David Coulon est un auteur ayant plusieurs cordes à son arc. Psychologue de profession, il est auteur de romans et de nouvelles mais également metteur en scène de théâtre. J’ai découvert ses écrits lors du salon ImaJnère 2024 alors que j’explorais les différents livres proposés à la vente. La couverture et le titre du livre « Kintsugi » ont attisé ma curiosité. Cette poupée en porcelaine au visage brisé où les fêlures sont sublimées par de l’encre doré est l’exemple parfait de cet art japonais du kintsugi.
L’auteur raconte l’histoire d’une jeune institutrice, Marie, mariée à Marc et maman d’une petite Lila, de quatre ans, qui devra subitement faire le deuil de sa famille percutée par un camion sur l’autoroute. Du jour au lendemain sa vie bascule : son mari est mort et sa fille est en état de mort cérébrale. Les organes de Lila vont être transplantés chez un autre enfant. Lila va être transplantée dans cet enfant ? Lila est toujours en vie ? Nous découvrons dans ce polar, à destination d’un public adulte, le chemin que Marie fera pour retrouver les organes de sa fille, celui qui la conduira dans son processus de deuil et jusque dans la folie.
Le roman se compose de cinq parties, respectant les différentes étapes du deuil : le déni, la colère, le marchandage, la dépression et l’acceptation. Le style d’écriture choisi, le récit à la première personne du singulier, des phrases courtes, le vocabulaire et les descriptions parfois crues et brutes nous plongent parfaitement dans le tourbillon de pensées et d’émotions de Marie. Ce point de vue interne permet au lecteur d’être le témoin privilégié de la naissance de la folie au passage à l’acte meurtrier jusqu’à la complète décompensation psychique.
Avant d’entamer ma lecture, mes connaissances du kintsugi étaient que cet art se rapprochait de l’idée de sublimer les blessures somatopsychiques d’une personne ayant vécu un évènement traumatique au travers d’un processus de résilience. Néanmoins, à la fin du roman, n’ayant pas retrouvé chez Marie de résilience ou de critiques de son délire, je me suis questionnée sur ma compréhension du kintsugi, qui n’était pas peut-être pas la bonne.

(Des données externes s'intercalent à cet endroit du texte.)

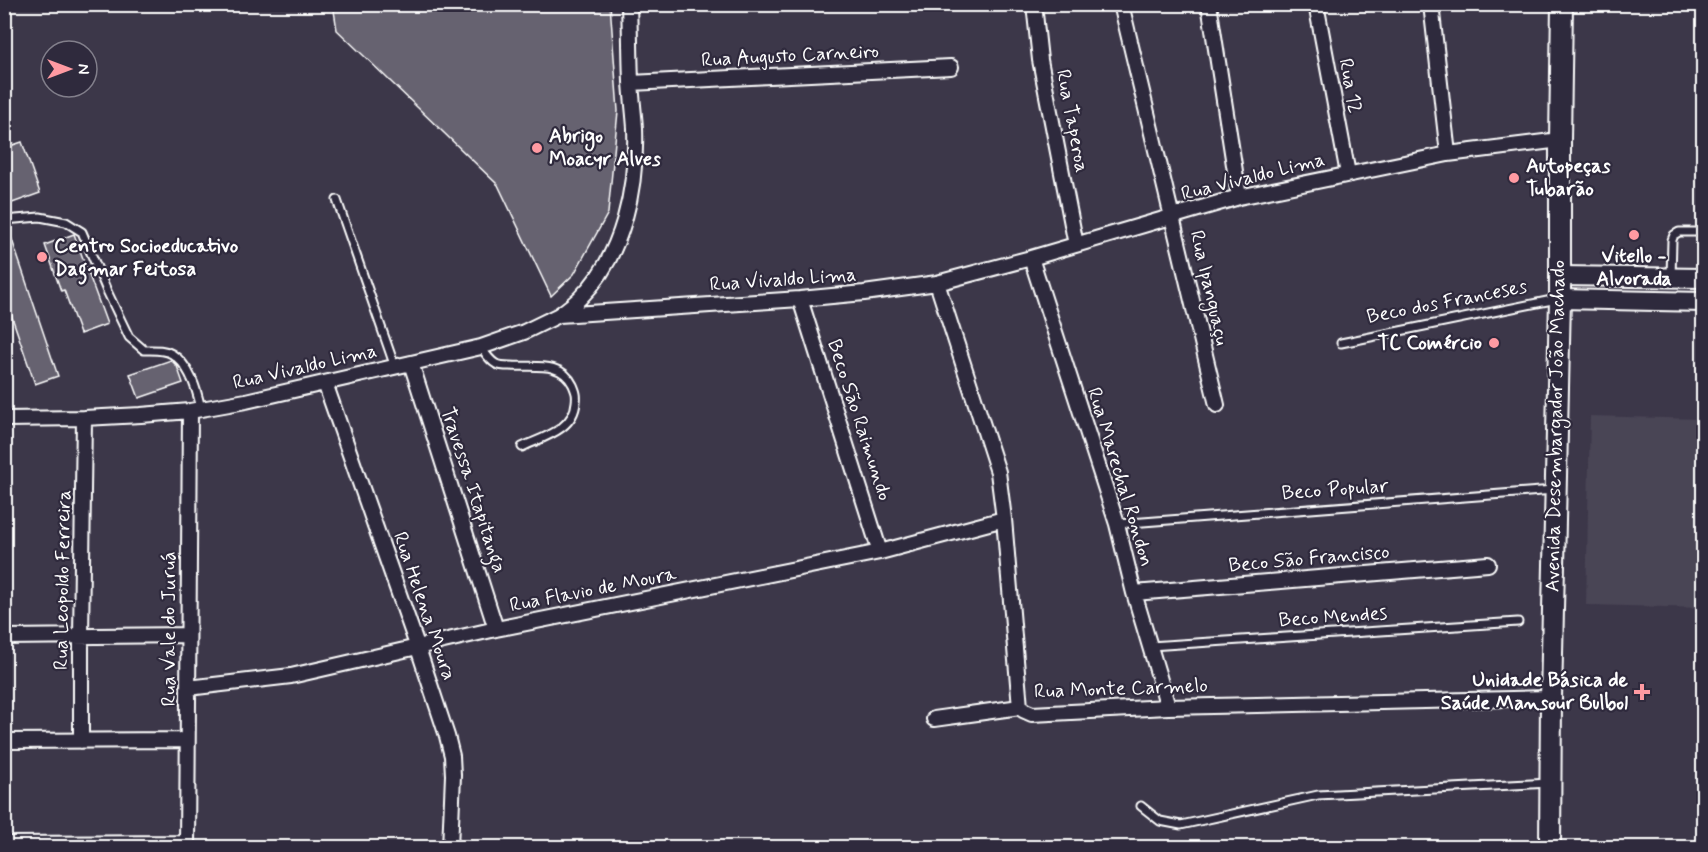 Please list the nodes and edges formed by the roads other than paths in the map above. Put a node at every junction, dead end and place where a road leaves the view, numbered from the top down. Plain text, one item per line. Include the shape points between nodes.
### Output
1 (629, 4) edge
2 (1034, 4) edge
3 (1122, 4) edge
4 (1209, 4) edge
5 (1316, 4) edge
6 (1431, 4) edge
7 (1562, 4) edge
8 (951, 67) dead end
9 (631, 83) junction
10 (1560, 140) junction
11 (1448, 154) junction
12 (1348, 174) junction
13 (1239, 197) junction
14 (337, 200) dead end
15 (1173, 218) junction
16 (4, 220) edge
17 (1704, 232) edge
18 (1076, 245) junction
19 (1031, 258) junction
20 (1560, 276) junction
21 (1671, 277) junction
22 (1704, 278) edge
23 (937, 284) junction
24 (800, 299) junction
25 (1560, 299) junction
26 (1704, 302) edge
27 (559, 315) junction
28 (1341, 343) dead end
29 (481, 347) junction
30 (411, 363) junction
31 (395, 367) junction
32 (325, 383) junction
33 (1217, 405) dead end
34 (196, 410) junction
35 (84, 418) junction
36 (4, 419) edge
37 (522, 447) dead end
38 (1555, 490) junction
39 (1004, 519) junction
40 (1116, 524) junction
41 (880, 552) junction
42 (1488, 564) dead end
43 (1134, 593) junction
44 (1518, 622) dead end
45 (496, 629) junction
46 (188, 634) junction
47 (4, 637) edge
48 (81, 637) junction
49 (1150, 646) junction
50 (418, 648) junction
51 (188, 688) junction
52 (1551, 698) junction
53 (1020, 707) junction
54 (1168, 707) junction
55 (934, 719) dead end
56 (187, 740) junction
57 (4, 741) edge
58 (81, 741) junction
59 (1550, 783) junction
60 (1141, 806) dead end
61 (4, 844) edge
62 (81, 845) edge
63 (187, 845) edge
64 (450, 848) edge
65 (1550, 848) edge

1 - 9 street
2 - 18 street, Rua Taperoa via 1040,60
3 - 15 street, Rua Ipanguaçu
4 - 13 street
5 - 12 street, Rua 12
6 - 11 street
7 - 10 main road, Avenida Desembargador João Machado
8 - 9 street, Rua Augusto Carneiro
9 - 27 street via 634,172 628,210 617,244 598,275 581,297
10 - 11 street, Rua Vivaldo Lima
10 - 20 main road, Avenida Desembargador João Machado
11 - 12 street, Rua Vivaldo Lima
12 - 13 street, Rua Vivaldo Lima
13 - 15 street, Rua Vivaldo Lima
14 - 31 lane
15 - 18 street, Rua Vivaldo Lima
15 - 33 street, Rua Ipanguaçu
16 - 34 lane via 40,217 66,222 82,232 129,337 144,350 172,354 183,365 196,387
17 - 21 lane via 1674,235
18 - 19 street, Rua Vivaldo Lima
19 - 23 street, Rua Vivaldo Lima
19 - 40 street, Rua Marechal Rondon
20 - 21 street
20 - 25 main road, Avenida Desembargador João Machado
21 - 22 street
23 - 24 street, Rua Vivaldo Lima
23 - 39 street, Rua Monte Carmelo via 998,472
24 - 27 street, Rua Vivaldo Lima
24 - 41 street, Beco São Raimundo
25 - 26 street
25 - 28 lane, Beco dos Franceses
25 - 38 main road, Avenida Desembargador João Machado
27 - 29 street, Rua Vivaldo Lima
29 - 30 street, Rua Vivaldo Lima
29 - 37 lane via 498,365 558,369 569,378 577,393 576,410 570,422
30 - 31 street, Rua Vivaldo Lima
30 - 45 street, Travessa Itapitanga
31 - 32 street, Rua Vivaldo Lima
32 - 34 street, Rua Vivaldo Lima
32 - 50 street, Rua Helena Moura
34 - 35 street, Rua Vivaldo Lima
34 - 46 street, Rua Vale do Juruá
35 - 36 street, Rua Vivaldo Lima
35 - 48 street, Rua Leopoldo Ferreira
38 - 40 lane, Beco Popular
38 - 52 main road, Avenida Desembargador João Machado
39 - 41 street, Rua Flavio de Moura
39 - 53 street, Rua Monte Carmelo
40 - 43 street, Rua Marechal Rondon
41 - 45 street, Rua Flavio de Moura
42 - 43 street, Beco São Francisco
43 - 49 street, Rua Marechal Rondon
44 - 49 lane, Beco Mendes
45 - 50 street, Rua Flavio de Moura
46 - 48 street
46 - 51 street, Rua Vale do Juruá
47 - 48 street
48 - 58 street, Rua Leopoldo Ferreira
49 - 54 street, Rua Marechal Rondon
50 - 51 street, Rua Flavio de Moura via 291,676
50 - 64 street, Rua Helena Moura via 452,756
51 - 56 street, Rua Vale do Juruá
52 - 54 street, Rua Monte Carmelo
52 - 59 main road, Avenida Desembargador João Machado
53 - 54 street, Rua Monte Carmelo via 1032,714
53 - 55 street
56 - 58 street
56 - 63 street, Rua Vale do Juruá
57 - 58 street
59 - 60 lane via 1318,795 1181,825 1160,821
59 - 65 main road, Avenida Desembargador João Machado
61 - 62 street
62 - 63 street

En reprenant sa définition première, le kintsugi est le fait de réparer un objet et de le reconstituer en le sublimant avec une encre dorée pour souligner ses fissures. L’artiste se réapproprie l’objet et le transforme, le magnifiant au travers de ce processus de cassure. Au sein du roman, cette définition du kintsugi est rapportée au deuil pathologique de Marie. Celle-ci, piégée par la noirceur du deuil, voit en l’enfant qui aurait reçu les organes de sa défunte fille, la possibilité de la retrouver. Se développe alors ici l’art du kintsugi…
Ce livre nous pousse à nous questionner sur notre propre définition du kintsugi et l’auteur semble jouer avec deux niveaux de lecture. Qui est objet de qui ? Au fur et à mesure de ses rencontres, Marie est tour à tour l’objet à réparer tout autant que celle qui souhaitera réparer l’objet perdu et chérir chacune de ses fêlures. Un roman haletant, prenant, sensible et cruel à la fois.